# He is here!!!!!!!!



## ogfabby (Jan 3, 2013)

Sugar Daddy is here!! So exited about the things this guy will bring to my herd!


----------



## Frosty (Feb 13, 2010)

All I can say is WOW, Would ya look at him.


----------



## ksalvagno (Oct 6, 2009)

He sure is a sturdy looking boy!


----------



## ogfabby (Jan 3, 2013)

That pic is him strait out of the carrier after being in it for 10+ hours. First thing he did was started putting on his "cologne"


----------



## TrinityRanch (Mar 26, 2013)

Wow! You are one lucky owner! Sugar Daddy looks so happy


----------



## nancy d (Oct 5, 2007)

He is drop dead gorgeus!


----------



## ogfabby (Jan 3, 2013)

May have to add a "crossroads boer" doe next year....hint, hint.


----------



## caprine crazy (Jun 12, 2012)

Oooh! I like him! Good luck with him. He sure is a beauty!


----------



## lottsagoats (Dec 10, 2012)

Wowza. Very,very nice! Congrats on owning such a magnificient animal!

I love his name, too.


----------



## AmyBoogie (May 20, 2013)

So manly!!
Congrats on finally having him home with you!


----------



## ogfabby (Jan 3, 2013)

He has been one if the most gentle bucks I have ever had. I just love him!!!


----------



## Crossroads Boers (Feb 19, 2011)

Congrats!!!!!!!!!!! How exciting! He is gorgeous.


----------



## nancy d (Oct 5, 2007)

You ARE using him for next kidding season?


----------



## Tenacross (May 26, 2011)

Nice job. Can't wait to see the babies to come.


----------



## Used2bmimi (Oct 3, 2012)

Wow! Just....wow!


----------



## ogfabby (Jan 3, 2013)

nancy d said:


> You ARE using him for next kidding season?


Yes. He will be used next season.
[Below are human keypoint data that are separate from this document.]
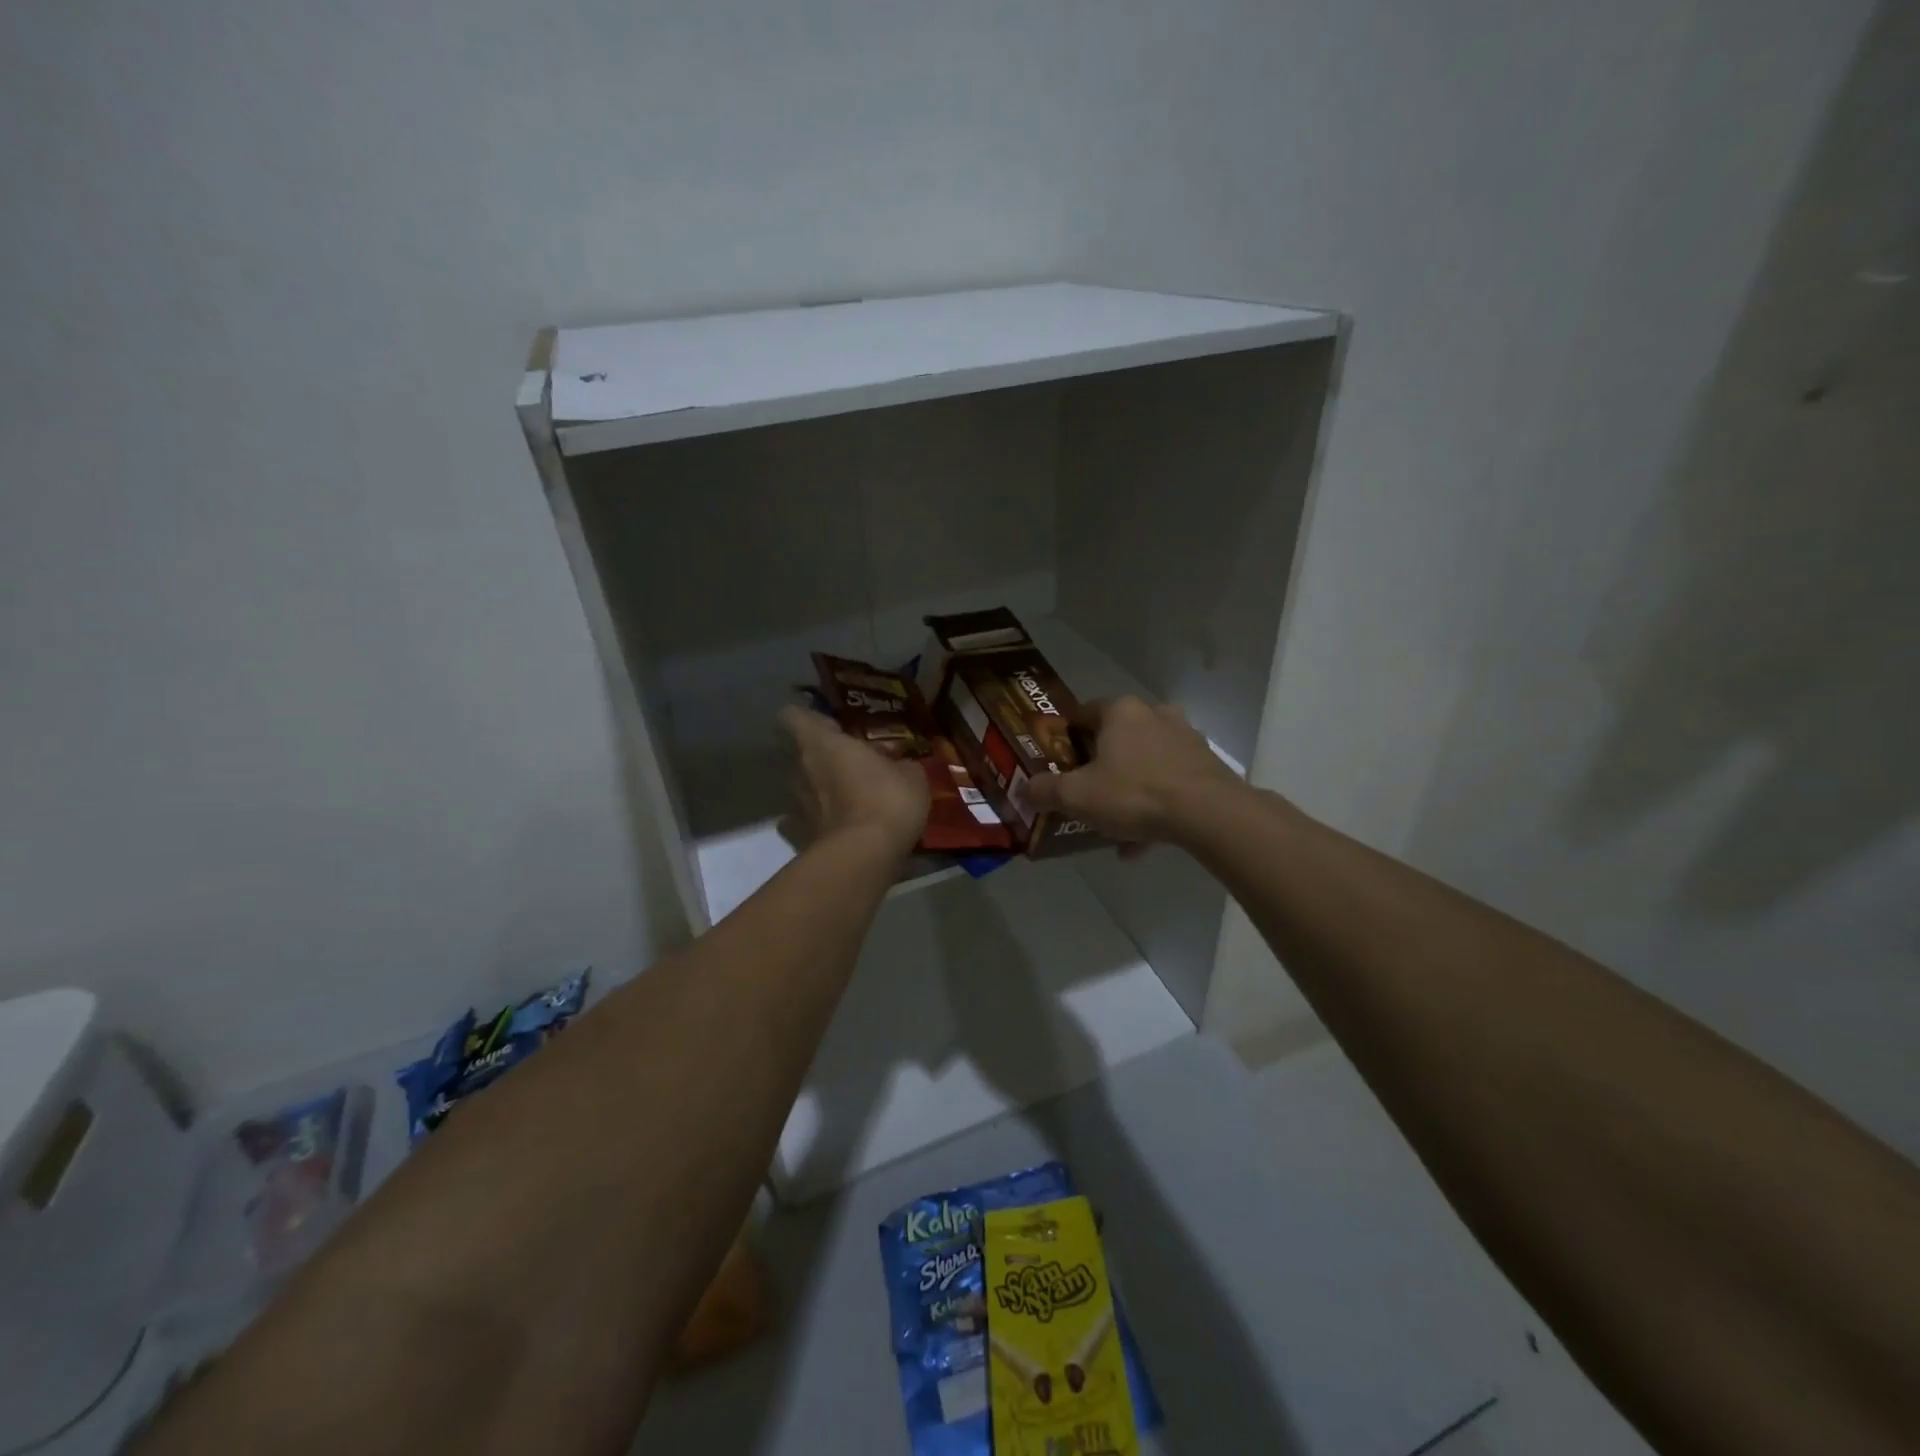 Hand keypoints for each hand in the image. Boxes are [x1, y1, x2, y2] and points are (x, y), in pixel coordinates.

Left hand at [779, 706, 929, 857]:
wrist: (865, 856)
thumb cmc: (886, 799)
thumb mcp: (911, 774)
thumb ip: (899, 763)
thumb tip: (897, 764)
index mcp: (822, 743)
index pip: (794, 716)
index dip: (809, 717)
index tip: (831, 724)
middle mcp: (801, 768)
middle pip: (803, 752)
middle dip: (826, 754)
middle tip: (857, 760)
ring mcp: (797, 804)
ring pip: (806, 784)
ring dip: (825, 786)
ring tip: (855, 793)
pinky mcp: (801, 834)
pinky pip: (811, 816)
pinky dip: (825, 817)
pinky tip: (847, 823)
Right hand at [1023, 696, 1241, 844]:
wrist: (1209, 814)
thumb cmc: (1134, 793)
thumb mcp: (1077, 796)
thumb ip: (1046, 790)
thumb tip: (1025, 789)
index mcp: (1121, 711)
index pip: (1084, 713)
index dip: (1067, 738)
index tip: (1058, 763)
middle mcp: (1155, 715)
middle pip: (1117, 740)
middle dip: (1100, 768)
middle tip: (1087, 795)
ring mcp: (1185, 739)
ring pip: (1145, 764)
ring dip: (1128, 792)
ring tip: (1115, 829)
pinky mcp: (1207, 766)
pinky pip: (1169, 784)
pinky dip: (1154, 807)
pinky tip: (1143, 843)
He is in with a girlfriend now.


----------



## ogfabby (Jan 3, 2013)

I meant, next seasons kids will be from him.


----------



## mmiller (Apr 3, 2012)

Hes very nice!! Congrats!!


----------



## nchen7 (Feb 25, 2013)

he's a tank!!! what a hunk!


----------



## GTAllen (Jul 22, 2012)

Is he from the Mauldin's?


----------



## toth boer goats (Jul 20, 2008)

Very nice


----------



## ogfabby (Jan 3, 2013)

GTAllen said:


> Is he from the Mauldin's?


Yep. That's sugar daddy.  He looks better in person than in pictures. He is a tank!!


----------



## GTAllen (Jul 22, 2012)

ogfabby said:


> Yep. That's sugar daddy.  He looks better in person than in pictures. He is a tank!!


He looks better in your picture than he did on their website. That is why I was asking. I thought you might have gotten a different buck.


----------



## ogfabby (Jan 3, 2013)

No, I went with him. I think he will produce some amazing babies with my does.


----------



## sweetgoats (Oct 18, 2007)

He is just beautiful, and I can only imagine the beautiful babies he will have.

How old is he?


----------



## ogfabby (Jan 3, 2013)

He is 21 months.


----------



## Goatgirl21 (Jan 25, 2013)

ogfabby said:


> Sugar Daddy is here!! So exited about the things this guy will bring to my herd!


He is gorgeous!! Very short and stocky  glad to see this as my 3 month old buckling is short and stocky. Hope he looks as good as your boy!


----------



## ogfabby (Jan 3, 2013)

Yeah. He is a great buck. Don't let the pic fool ya though. He isn't short at all.


----------



## KW Farms (Jun 21, 2008)

Very nice!


----------